- _Description of the task_
Retype every record that appears below, unchanged.

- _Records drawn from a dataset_
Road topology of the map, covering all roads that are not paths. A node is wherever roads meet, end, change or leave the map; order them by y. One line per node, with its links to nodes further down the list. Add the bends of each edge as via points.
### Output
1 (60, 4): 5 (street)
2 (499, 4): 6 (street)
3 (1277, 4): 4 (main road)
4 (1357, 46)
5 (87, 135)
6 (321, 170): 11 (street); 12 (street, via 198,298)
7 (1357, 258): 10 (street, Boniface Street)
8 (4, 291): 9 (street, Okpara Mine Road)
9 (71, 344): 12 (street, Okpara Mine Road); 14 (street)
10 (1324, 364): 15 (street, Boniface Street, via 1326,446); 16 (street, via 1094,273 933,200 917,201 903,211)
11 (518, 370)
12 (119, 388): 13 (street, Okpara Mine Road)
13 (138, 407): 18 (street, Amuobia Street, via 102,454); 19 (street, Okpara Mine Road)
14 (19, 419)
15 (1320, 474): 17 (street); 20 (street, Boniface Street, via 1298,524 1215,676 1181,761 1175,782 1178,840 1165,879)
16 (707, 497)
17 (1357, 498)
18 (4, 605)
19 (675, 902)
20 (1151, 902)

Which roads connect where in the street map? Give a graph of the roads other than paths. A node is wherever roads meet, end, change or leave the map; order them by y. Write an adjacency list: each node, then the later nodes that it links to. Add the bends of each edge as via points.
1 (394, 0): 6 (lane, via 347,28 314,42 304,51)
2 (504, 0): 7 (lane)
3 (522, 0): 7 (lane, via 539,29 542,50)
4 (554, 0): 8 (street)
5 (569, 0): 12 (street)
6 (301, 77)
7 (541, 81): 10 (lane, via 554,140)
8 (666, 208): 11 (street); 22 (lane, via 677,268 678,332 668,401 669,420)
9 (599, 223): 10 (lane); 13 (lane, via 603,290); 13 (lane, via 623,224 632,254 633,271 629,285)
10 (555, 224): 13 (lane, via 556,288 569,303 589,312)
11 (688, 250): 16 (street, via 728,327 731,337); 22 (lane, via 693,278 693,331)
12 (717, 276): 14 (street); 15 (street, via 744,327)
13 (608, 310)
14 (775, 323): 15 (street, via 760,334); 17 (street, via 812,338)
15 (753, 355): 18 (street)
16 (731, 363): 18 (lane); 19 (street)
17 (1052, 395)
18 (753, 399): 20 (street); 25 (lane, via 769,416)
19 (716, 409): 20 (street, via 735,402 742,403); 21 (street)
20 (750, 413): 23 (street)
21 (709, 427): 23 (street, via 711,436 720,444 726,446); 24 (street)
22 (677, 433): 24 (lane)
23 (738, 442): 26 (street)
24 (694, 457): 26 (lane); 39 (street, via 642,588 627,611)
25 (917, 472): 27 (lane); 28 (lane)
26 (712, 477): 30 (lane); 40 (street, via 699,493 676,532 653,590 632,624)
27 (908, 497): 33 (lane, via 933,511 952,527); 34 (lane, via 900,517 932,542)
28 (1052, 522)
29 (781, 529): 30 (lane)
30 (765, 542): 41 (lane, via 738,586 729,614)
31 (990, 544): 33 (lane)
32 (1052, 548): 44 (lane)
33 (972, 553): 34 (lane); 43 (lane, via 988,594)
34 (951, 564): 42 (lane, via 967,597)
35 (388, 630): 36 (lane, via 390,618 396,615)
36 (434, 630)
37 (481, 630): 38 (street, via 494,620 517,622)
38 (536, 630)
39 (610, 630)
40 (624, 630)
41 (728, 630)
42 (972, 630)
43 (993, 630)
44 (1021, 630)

- _Result of the exercise_
Road topology of the map, covering all roads that are not paths. A node is wherever roads meet, end, change or leave the map; order them by y. One line per node, with its links to nodes further down the list. Add the bends of each edge as via points.
### Output
1 (60, 4): 5 (street)
2 (499, 4): 6 (street)
3 (1277, 4): 4 (main road)
4 (1357, 46)
5 (87, 135)
6 (321, 170): 11 (street); 12 (street, via 198,298)
7 (1357, 258): 10 (street, Boniface Street)
8 (4, 291): 9 (street, Okpara Mine Road)
9 (71, 344): 12 (street, Okpara Mine Road); 14 (street)
10 (1324, 364): 15 (street, Boniface Street, via 1326,446); 16 (street, via 1094,273 933,200 917,201 903,211)
11 (518, 370)
12 (119, 388): 13 (street, Okpara Mine Road)
13 (138, 407): 18 (street, Amuobia Street, via 102,454); 19 (street, Okpara Mine Road)
14 (19, 419)
15 (1320, 474): 17 (street); 20 (street, Boniface Street, via 1298,524 1215,676 1181,761 1175,782 1178,840 1165,879)
16 (707, 497)
17 (1357, 498)
18 (4, 605)
19 (675, 902)
20 (1151, 902)

Which roads connect where in the street map? Give a graph of the roads other than paths. A node is wherever roads meet, end, change or leave the map; order them by y. Write an adjacency list: each node, then the later nodes that it links to. Add the bends of each edge as via points.
1 (394, 0): 6 (lane, via 347,28 314,42 304,51)
2 (504, 0): 7 (lane)
3 (522, 0): 7 (lane, via 539,29 542,50)
4 (554, 0): 8 (street)
5 (569, 0): 12 (street)
6 (301, 77)
7 (541, 81): 10 (lane, via 554,140)
8 (666, 208): 11 (street); 22 (lane, via 677,268 678,332 668,401 669,420)
9 (599, 223): 10 (lane); 13 (lane, via 603,290); 13 (lane, via 623,224 632,254 633,271 629,285)
10 (555, 224): 13 (lane, via 556,288 569,303 589,312)
11 (688, 250): 16 (street, via 728,327 731,337); 22 (lane, via 693,278 693,331)
12 (717, 276): 14 (street); 15 (street, via 744,327)
13 (608, 310)
14 (775, 323): 15 (street, via 760,334); 17 (street, via 812,338)
15 (753, 355): 18 (street)
16 (731, 363): 18 (lane); 19 (street)
17 (1052, 395)
18 (753, 399): 20 (street); 25 (lane, via 769,416)
19 (716, 409): 20 (street, via 735,402 742,403); 21 (street)
20 (750, 413): 23 (street)
21 (709, 427): 23 (street, via 711,436 720,444 726,446); 24 (street)
22 (677, 433): 24 (lane)
23 (738, 442): 26 (street)
24 (694, 457): 26 (lane); 39 (street, via 642,588 627,611)
25 (917, 472): 27 (lane); 28 (lane)
26 (712, 477): 30 (lane); 40 (street, via 699,493 676,532 653,590 632,624)
27 (908, 497): 33 (lane, via 933,511 952,527); 34 (lane, via 900,517 932,542)
28 (1052, 522)
29 (781, 529): 30 (lane)
30 (765, 542): 41 (lane, via 738,586 729,614)
31 (990, 544): 33 (lane)
32 (1052, 548): 44 (lane)
33 (972, 553): 34 (lane); 43 (lane, via 988,594)
34 (951, 564): 42 (lane, via 967,597)
35 (388, 630): 36 (lane, via 390,618 396,615)
36 (434, 630)
37 (481, 630): 38 (street, via 494,620 517,622)
38 (536, 630)
39 (610, 630)
40 (624, 630)
41 (728, 630)
42 (972, 630)
43 (993, 630)
44 (1021, 630)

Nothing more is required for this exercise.